--- ACTION ITEM ---
Starting from the line containing "Please list the", write out the rest of the entries exactly, through the final line, including nothing else.

--- RECORDS FOR THE TASK ---
------------------------------------------------------------
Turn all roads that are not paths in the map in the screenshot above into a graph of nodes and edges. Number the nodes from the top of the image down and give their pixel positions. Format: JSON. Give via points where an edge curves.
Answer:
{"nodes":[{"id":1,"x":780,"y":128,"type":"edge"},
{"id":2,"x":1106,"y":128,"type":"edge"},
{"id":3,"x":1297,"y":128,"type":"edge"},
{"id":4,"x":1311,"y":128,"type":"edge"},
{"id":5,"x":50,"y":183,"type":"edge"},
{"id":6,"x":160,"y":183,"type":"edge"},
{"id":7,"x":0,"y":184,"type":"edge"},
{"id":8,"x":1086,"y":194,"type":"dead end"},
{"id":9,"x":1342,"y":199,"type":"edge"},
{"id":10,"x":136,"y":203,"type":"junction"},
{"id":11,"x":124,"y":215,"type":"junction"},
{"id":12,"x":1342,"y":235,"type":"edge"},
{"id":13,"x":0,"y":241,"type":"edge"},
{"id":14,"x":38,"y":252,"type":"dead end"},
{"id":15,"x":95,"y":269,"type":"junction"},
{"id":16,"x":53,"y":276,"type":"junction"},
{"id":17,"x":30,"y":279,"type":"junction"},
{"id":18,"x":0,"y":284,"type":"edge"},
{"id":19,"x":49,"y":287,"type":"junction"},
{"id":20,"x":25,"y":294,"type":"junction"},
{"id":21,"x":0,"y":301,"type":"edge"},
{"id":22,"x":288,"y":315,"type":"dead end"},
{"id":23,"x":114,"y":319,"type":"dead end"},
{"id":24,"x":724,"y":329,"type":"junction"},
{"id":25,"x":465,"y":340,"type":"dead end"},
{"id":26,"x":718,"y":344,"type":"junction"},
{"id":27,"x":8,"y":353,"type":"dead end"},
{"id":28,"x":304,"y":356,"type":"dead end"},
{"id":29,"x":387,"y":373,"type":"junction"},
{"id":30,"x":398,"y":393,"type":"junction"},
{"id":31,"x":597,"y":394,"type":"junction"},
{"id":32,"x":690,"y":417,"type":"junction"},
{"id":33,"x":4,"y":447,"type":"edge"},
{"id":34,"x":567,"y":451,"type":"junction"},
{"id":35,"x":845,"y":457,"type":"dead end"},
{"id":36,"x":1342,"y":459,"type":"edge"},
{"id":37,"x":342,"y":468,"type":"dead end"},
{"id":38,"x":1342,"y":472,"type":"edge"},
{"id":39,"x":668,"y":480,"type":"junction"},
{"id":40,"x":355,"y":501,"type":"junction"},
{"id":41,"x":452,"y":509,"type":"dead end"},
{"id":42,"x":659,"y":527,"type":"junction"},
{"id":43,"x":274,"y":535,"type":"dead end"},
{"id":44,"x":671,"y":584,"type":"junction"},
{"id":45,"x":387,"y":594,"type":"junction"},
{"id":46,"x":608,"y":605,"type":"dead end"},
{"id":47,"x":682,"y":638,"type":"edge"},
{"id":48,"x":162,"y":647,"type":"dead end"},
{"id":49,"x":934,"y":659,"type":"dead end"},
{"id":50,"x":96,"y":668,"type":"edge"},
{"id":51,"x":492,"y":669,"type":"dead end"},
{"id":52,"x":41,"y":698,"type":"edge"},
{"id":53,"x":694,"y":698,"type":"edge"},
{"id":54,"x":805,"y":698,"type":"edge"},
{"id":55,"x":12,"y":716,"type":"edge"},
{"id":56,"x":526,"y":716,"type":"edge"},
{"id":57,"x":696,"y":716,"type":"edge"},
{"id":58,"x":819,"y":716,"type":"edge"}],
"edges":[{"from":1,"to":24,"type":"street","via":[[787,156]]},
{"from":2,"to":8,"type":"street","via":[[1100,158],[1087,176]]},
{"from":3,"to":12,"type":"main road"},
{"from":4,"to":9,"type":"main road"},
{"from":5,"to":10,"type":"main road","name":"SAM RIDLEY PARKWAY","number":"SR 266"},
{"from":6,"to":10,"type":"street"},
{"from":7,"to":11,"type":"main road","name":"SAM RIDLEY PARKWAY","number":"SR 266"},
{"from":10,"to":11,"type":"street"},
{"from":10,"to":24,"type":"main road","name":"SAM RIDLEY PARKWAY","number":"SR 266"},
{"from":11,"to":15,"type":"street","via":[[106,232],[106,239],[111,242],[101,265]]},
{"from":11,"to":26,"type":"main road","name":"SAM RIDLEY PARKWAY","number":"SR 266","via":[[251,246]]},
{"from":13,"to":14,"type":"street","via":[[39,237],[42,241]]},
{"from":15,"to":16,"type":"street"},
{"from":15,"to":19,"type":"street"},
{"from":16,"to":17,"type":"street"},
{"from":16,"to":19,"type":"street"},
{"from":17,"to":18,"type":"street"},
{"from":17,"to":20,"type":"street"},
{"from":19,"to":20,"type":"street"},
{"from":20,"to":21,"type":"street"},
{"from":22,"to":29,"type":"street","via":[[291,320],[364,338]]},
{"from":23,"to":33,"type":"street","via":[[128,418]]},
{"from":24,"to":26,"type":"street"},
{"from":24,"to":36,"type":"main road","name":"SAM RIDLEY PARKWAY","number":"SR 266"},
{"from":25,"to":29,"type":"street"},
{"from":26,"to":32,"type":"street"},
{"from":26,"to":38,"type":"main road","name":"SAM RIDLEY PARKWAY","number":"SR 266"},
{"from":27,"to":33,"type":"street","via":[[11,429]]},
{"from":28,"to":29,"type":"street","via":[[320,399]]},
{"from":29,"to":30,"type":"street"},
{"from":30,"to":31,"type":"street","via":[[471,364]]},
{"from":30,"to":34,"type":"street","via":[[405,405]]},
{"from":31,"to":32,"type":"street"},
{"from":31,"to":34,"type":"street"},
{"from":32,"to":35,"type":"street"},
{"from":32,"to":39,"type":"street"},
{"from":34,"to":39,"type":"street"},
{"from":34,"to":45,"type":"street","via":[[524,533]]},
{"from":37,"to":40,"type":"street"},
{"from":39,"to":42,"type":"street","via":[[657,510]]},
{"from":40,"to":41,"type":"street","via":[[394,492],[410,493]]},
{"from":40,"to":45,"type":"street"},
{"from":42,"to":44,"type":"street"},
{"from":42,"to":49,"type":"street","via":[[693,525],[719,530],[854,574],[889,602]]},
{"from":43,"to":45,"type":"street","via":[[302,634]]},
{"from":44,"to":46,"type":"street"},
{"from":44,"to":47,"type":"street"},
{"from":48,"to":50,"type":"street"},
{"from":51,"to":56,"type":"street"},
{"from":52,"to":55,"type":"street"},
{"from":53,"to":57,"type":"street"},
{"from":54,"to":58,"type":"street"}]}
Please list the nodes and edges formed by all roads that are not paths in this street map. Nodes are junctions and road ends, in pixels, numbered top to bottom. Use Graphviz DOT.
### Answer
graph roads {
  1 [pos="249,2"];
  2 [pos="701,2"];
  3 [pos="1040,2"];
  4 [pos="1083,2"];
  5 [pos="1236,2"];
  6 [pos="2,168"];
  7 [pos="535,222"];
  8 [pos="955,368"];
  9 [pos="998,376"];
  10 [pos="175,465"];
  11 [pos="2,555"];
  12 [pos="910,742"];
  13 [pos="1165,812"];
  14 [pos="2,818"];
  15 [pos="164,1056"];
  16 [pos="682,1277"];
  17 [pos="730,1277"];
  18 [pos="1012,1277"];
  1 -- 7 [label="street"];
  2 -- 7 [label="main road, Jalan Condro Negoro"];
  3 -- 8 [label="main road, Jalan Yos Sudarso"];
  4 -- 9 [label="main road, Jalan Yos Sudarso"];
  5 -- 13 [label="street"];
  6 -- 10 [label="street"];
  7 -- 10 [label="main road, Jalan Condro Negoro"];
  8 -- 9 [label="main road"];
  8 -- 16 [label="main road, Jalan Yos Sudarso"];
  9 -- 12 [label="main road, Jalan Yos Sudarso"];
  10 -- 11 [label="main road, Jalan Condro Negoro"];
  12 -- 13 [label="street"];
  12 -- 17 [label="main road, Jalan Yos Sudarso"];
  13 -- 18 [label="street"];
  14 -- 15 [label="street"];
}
------------------------------------------------------------
--- SOLUTION TO THIS PROBLEM ---
Please list the nodes and edges formed by all roads that are not paths in this street map. Nodes are junctions and road ends, in pixels, numbered top to bottom. Use Graphviz DOT.
### Answer
graph roads {
  1 [pos="249,2"];
  2 [pos="701,2"];
  3 [pos="1040,2"];
  4 [pos="1083,2"];
  5 [pos="1236,2"];
  6 [pos="2,168"];
  7 [pos="535,222"];
  8 [pos="955,368"];
  9 [pos="998,376"];
  10 [pos="175,465"];
  11 [pos="2,555"];
  12 [pos="910,742"];
  13 [pos="1165,812"];
  14 [pos="2,818"];
  15 [pos="164,1056"];
  16 [pos="682,1277"];
  17 [pos="730,1277"];
  18 [pos="1012,1277"];
  1 -- 7 [label="street"];
  2 -- 7 [label="main road, Jalan Condro Negoro"];
  3 -- 8 [label="main road, Jalan Yos Sudarso"];
  4 -- 9 [label="main road, Jalan Yos Sudarso"];
  5 -- 13 [label="street"];
  6 -- 10 [label="street"];
  7 -- 10 [label="main road, Jalan Condro Negoro"];
  8 -- 9 [label="main road"];
  8 -- 16 [label="main road, Jalan Yos Sudarso"];
  9 -- 12 [label="main road, Jalan Yos Sudarso"];
  10 -- 11 [label="main road, Jalan Condro Negoro"];
  12 -- 13 [label="street"];
  12 -- 17 [label="main road, Jalan Yos Sudarso"];
  13 -- 18 [label="street"];
  14 -- 15 [label="street"];
}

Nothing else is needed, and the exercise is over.